Tactile Medical

Coverage Analyst


PayCompetitive
LocationMinneapolis/Minnesota
Employment typeFull-Time

This job is now closed

  • Job Description

      Req#: 4137

      Overview

      The Coverage Analyst is responsible for analyzing clinical records and determining if the records meet the payer’s coverage criteria to prevent and overcome reimbursement barriers resulting in improper payment. The Coverage Analyst works closely with Product Specialists, Compliance Managers and associated cross-functional team members to obtain and review necessary documentation and supports ongoing training and education of customers (physicians, clinicians, and clinic staff) on coverage criteria and policy information. This position requires attention to detail, critical thinking skills, excellent oral and written communication skills and an understanding of payer medical policies.

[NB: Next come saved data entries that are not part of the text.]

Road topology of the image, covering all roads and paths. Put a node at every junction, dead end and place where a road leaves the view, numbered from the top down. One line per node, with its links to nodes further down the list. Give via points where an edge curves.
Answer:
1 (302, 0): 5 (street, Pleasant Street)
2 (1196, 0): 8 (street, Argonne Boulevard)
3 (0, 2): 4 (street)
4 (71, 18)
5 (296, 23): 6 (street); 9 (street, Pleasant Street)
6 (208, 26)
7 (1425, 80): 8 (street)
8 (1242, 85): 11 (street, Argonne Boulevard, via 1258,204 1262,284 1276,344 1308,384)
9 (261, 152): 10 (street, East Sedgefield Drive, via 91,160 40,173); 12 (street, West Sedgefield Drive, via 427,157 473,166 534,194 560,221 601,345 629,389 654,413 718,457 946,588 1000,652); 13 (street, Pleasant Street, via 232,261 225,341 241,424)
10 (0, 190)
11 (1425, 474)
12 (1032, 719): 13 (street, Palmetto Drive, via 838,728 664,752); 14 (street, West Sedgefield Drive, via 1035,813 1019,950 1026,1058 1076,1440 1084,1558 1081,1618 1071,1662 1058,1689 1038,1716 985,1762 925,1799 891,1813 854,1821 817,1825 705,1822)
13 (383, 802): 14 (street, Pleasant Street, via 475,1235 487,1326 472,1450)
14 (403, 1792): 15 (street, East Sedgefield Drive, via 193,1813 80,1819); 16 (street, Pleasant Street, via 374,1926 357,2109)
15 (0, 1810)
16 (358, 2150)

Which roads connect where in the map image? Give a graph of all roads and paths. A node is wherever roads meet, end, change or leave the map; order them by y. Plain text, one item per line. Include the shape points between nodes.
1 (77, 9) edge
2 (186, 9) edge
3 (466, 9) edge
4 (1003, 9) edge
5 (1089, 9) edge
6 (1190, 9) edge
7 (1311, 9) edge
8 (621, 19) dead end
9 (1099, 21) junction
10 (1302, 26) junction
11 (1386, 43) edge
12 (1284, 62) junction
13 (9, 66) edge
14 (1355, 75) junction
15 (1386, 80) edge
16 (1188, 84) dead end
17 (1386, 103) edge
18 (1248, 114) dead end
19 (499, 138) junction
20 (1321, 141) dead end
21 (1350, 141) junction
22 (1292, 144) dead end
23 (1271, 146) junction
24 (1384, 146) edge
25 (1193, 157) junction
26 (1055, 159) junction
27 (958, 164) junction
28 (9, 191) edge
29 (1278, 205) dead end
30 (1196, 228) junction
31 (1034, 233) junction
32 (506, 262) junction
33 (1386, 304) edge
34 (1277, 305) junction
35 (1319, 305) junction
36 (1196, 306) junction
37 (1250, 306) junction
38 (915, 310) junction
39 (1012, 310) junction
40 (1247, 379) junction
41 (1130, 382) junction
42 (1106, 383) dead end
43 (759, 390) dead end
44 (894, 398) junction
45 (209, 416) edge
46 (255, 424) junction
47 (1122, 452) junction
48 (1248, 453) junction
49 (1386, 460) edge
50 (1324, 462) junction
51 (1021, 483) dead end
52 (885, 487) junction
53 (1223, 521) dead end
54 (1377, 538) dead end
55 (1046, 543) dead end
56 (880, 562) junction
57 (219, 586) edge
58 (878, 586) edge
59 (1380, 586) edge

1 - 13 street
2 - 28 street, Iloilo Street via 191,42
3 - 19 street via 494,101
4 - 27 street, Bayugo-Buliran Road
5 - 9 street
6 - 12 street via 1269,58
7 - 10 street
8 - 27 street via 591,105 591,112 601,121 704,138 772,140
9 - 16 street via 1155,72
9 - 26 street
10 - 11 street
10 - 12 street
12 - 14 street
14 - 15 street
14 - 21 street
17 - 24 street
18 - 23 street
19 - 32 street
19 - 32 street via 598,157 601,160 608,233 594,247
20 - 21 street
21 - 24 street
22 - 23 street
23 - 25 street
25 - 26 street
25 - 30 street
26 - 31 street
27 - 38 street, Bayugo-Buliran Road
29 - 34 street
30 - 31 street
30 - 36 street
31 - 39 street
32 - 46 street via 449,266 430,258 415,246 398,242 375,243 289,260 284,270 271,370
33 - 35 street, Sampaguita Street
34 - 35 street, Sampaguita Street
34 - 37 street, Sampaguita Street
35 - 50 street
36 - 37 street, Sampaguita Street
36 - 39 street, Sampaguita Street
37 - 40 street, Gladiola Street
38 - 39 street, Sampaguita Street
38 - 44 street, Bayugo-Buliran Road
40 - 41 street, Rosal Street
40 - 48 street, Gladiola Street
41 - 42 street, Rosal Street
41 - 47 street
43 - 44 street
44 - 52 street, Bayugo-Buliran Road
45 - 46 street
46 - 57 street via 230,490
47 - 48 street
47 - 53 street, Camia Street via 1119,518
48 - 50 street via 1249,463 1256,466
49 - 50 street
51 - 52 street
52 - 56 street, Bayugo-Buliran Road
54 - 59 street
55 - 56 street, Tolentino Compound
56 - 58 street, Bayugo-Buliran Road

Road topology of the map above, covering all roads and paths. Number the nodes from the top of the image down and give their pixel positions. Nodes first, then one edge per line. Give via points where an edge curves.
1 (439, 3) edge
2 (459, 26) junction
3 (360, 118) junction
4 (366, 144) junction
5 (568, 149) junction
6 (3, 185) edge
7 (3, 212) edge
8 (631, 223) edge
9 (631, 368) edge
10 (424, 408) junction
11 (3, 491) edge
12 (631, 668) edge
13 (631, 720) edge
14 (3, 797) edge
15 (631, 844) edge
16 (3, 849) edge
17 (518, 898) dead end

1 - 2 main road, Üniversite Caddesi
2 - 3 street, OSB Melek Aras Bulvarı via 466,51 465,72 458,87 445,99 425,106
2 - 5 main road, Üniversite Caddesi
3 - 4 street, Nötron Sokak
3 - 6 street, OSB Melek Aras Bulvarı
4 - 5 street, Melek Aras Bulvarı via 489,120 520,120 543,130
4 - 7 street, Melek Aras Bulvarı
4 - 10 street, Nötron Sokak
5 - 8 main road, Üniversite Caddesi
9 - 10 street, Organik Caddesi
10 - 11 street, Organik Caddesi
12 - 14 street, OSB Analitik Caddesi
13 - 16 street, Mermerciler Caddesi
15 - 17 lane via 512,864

      Below is the salary range for this position, although offers may differ based on the candidate’s location, job-specific knowledge, skills, and experience.

      $52,500 - $87,400

      Additional benefits:

      Exempt - Our total compensation package includes medical, dental and vision benefits, retirement benefits, employee stock purchase plan, paid time off, parental leave, family medical leave, volunteer time off and additional leave programs, life insurance, disability coverage, and other life and work wellness benefits and discounts. Benefits may be subject to generally applicable eligibility, waiting period, contributions, and other requirements and conditions.

      Responsibilities

      Accountabilities & Responsibilities

      • Evaluate medical records to identify clinical components meeting medical policy criteria
      • Make determinations based on evidence in record reviews in support of the Clinical Record Review program
      • Collaborate with internal teams and customers (e.g., prescriber, clinician, staff) in the evaluation of medical record documentation meeting Medicare policy criteria for pneumatic compression devices
      • Provide training, education, and resources to stakeholders on all aspects of Medicare policies to ensure an understanding of documentation requirements to meet Medicare policy criteria
      • Perform ongoing critical review of internal Medicare documentation to reduce the risk of improper payments
      • Communicate analysis of medical records to leadership via reports, dashboards and in meetings
      • Collaborate with pertinent internal departments to develop successful Medicare claim and appeal submissions
      • Develop and foster a strong and effective relationship with all internal and external customers
      • Ensure daily workflow tasks are performed accurately and timely to ensure company goals are met
      • Stay up to date on Medicare policies including National Coverage Determination(s), Local Coverage Determination(s), related Policy Articles and the Medicare Program Integrity Manual.
      • Other duties as assigned

      Knowledge & Skills

      • Understanding of Medicare methodologies (coding, coverage, clinical criteria, payment)
      • Demonstrated ability to communicate clearly and effectively with all levels of the organization
      • Customer service skills
      • Strong critical thinking skills Proven track record of building effective relationships with stakeholders
      • Strong collaborative style, both internally and externally, to ensure objectives are met
      • Results driven and proactive
      • Ability to clearly document evidence with excellent attention to details
      • Highly skilled in Microsoft Office Suite (Outlook, Excel, Word, PowerPoint)

      Qualifications

      Education & Experience

      Required:

      • Bachelor’s degree or equivalent work experience
      • 2+ years of experience in market access, payer relations, provider relations, medical device, reimbursement, or healthcare administration
      • Excellent analytical skills with ability to navigate ambiguity
      • Strong training and presentation experience
      • Experience working with sales functions/teams

      Preferred:

      • Previous experience with third-party payer regulations and processes, with emphasis on Medicare
      • Reimbursement, payer relations or previous market access experience
      • Previous experience working with clinic staff
      • Clinical background, education or training experience

      Competencies

      Competencies

      • Change Agent
      • Influencing
      • Planning
      • Communication
      • Documentation
      • Process Management
      • Priority Setting
      • Peer Relationships
      • Problem Solving
      • Technically Savvy
  • About the company

      We are dedicated to improving the lives of people with lymphedema and chronic venous insufficiency through the use of our at-home treatments.